### Activity
Find how many lines in the data below mention "this". Give the number only.

### The data
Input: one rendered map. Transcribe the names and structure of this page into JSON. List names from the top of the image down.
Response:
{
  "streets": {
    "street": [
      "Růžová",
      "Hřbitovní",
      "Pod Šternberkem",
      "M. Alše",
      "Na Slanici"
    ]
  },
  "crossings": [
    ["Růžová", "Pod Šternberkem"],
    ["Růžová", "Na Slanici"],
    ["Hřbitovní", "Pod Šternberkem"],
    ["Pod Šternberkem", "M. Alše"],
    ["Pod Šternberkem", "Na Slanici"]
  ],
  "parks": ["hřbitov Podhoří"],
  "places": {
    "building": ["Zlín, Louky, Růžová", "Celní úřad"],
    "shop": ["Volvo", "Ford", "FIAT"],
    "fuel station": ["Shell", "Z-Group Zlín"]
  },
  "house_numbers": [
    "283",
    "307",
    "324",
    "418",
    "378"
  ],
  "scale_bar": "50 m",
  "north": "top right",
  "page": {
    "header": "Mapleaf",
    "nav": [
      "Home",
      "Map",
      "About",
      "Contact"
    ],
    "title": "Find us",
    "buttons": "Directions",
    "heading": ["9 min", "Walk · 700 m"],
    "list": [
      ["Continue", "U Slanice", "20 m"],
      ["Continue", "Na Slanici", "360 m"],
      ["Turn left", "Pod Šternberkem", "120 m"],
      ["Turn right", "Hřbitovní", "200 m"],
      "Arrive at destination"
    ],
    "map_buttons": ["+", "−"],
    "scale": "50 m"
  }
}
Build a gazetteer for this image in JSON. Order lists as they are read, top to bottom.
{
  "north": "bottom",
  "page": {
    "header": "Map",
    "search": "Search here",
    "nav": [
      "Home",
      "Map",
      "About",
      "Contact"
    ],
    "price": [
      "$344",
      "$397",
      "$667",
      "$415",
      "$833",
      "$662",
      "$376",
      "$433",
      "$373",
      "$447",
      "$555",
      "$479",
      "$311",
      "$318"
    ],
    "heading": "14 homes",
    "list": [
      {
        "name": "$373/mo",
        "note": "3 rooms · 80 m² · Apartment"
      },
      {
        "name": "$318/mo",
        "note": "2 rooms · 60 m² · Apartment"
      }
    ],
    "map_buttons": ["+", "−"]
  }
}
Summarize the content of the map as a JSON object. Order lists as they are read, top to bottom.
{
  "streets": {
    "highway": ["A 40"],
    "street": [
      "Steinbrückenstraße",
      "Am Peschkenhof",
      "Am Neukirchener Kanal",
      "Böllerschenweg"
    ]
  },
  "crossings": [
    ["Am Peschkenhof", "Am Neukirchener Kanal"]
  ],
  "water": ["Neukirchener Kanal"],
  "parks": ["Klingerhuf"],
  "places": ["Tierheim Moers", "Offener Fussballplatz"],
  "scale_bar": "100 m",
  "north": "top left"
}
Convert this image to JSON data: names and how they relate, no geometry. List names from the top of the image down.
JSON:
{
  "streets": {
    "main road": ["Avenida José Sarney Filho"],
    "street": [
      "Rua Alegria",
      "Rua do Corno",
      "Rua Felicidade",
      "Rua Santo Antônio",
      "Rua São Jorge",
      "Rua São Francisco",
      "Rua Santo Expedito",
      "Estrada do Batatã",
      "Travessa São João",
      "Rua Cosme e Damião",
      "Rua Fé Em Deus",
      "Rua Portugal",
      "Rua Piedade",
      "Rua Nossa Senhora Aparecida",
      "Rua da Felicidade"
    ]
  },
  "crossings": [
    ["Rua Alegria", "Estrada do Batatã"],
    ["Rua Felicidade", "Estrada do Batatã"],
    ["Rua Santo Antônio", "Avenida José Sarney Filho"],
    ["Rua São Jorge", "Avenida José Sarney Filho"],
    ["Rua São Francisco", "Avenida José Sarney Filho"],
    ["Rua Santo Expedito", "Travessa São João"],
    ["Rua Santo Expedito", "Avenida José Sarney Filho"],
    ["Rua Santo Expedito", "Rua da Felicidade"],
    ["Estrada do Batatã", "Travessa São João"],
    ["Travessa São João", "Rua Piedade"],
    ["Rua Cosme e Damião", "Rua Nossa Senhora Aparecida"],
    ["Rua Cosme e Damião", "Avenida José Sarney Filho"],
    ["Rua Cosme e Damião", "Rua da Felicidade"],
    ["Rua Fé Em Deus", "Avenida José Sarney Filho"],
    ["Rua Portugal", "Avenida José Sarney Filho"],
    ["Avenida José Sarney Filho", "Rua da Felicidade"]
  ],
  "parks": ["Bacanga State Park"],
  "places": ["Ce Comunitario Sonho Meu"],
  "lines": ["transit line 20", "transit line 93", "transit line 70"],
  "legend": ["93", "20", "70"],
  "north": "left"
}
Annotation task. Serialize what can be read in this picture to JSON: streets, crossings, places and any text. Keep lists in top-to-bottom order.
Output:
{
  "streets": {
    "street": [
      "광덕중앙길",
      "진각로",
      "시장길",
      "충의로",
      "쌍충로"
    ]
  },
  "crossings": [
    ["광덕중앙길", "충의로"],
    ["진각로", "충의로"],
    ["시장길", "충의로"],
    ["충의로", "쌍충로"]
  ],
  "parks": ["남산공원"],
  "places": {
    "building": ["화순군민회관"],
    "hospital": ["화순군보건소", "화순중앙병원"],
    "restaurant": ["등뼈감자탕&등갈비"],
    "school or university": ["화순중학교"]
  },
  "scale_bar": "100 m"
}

### Answer space
4